Facebook got 10,000 requests for data from NSA in just six months (and Microsoft received 7,000 orders)
Facebook and Microsoft were able to reveal limited information on Friday night about the government orders they have received to turn over user data to security agencies.
Ted Ullyot, Facebook’s general counsel, said in a statement that they had between 9,000 and 10,000 requests from all government entities, from local to federal, in the last six months of 2012.
The orders involved the accounts of between 18,000 and 19,000 Facebook users on a broad range of surveillance topics, from missing children to terrorism.
Microsoft said they had between 6,000 and 7,000 orders, affecting between 31,000 and 32,000 accounts, but downplayed how much they had revealed.
The announcements come at the end of a week when Facebook, Microsoft and Google, normally rivals, had jointly pressured the Obama administration to loosen their legal gag on national security orders.

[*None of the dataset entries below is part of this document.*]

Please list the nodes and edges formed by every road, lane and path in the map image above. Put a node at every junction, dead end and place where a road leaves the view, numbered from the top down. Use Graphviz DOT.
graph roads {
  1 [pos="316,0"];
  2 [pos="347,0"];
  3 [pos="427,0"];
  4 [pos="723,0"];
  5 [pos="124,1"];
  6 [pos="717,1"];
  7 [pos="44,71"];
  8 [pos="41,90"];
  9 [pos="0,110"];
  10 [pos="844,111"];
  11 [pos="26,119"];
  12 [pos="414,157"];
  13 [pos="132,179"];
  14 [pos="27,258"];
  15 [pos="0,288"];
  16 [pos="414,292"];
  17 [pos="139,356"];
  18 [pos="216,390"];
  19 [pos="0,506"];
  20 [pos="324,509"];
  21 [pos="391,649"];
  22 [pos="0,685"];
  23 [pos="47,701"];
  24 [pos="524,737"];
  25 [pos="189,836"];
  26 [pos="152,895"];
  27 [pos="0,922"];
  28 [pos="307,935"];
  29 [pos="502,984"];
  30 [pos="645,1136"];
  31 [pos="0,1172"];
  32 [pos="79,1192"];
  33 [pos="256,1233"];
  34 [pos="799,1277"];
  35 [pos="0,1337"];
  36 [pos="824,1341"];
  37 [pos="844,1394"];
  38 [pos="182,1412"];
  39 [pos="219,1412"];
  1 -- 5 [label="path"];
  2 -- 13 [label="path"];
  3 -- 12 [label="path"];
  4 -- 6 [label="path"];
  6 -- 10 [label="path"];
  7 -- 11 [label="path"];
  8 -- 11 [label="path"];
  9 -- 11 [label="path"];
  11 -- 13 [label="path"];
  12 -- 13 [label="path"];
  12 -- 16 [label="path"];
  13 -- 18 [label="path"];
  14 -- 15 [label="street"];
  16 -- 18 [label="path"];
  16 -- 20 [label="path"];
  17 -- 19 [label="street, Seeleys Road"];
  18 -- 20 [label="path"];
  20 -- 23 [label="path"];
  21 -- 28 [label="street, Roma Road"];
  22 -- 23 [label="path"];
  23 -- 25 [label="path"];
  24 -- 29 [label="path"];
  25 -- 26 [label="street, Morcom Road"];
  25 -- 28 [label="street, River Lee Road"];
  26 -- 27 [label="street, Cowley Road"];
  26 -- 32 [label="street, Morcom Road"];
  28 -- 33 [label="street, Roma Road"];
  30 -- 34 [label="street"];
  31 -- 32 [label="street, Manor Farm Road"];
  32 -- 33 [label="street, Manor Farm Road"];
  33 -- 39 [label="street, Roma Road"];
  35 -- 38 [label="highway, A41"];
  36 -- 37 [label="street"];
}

The companies are still not allowed to make public how many orders they received from a particular agency or on a particular subject.
But the numbers do include all national security related requests including those submitted via national security letters and under the Foreign Intelligence Surveillance Act, or FISA, which companies had not previously been allowed to reveal.
The companies remain barred from revealing whether they’ve actually received FISA requests, and can only say that any they’ve received are included in the total reported figures.
‘We continue to believe that what we are permitted to publish continues to fall short of what is needed to help the community understand and debate these issues,’ John Frank, Microsoft’s vice president and deputy general counsel said in a statement.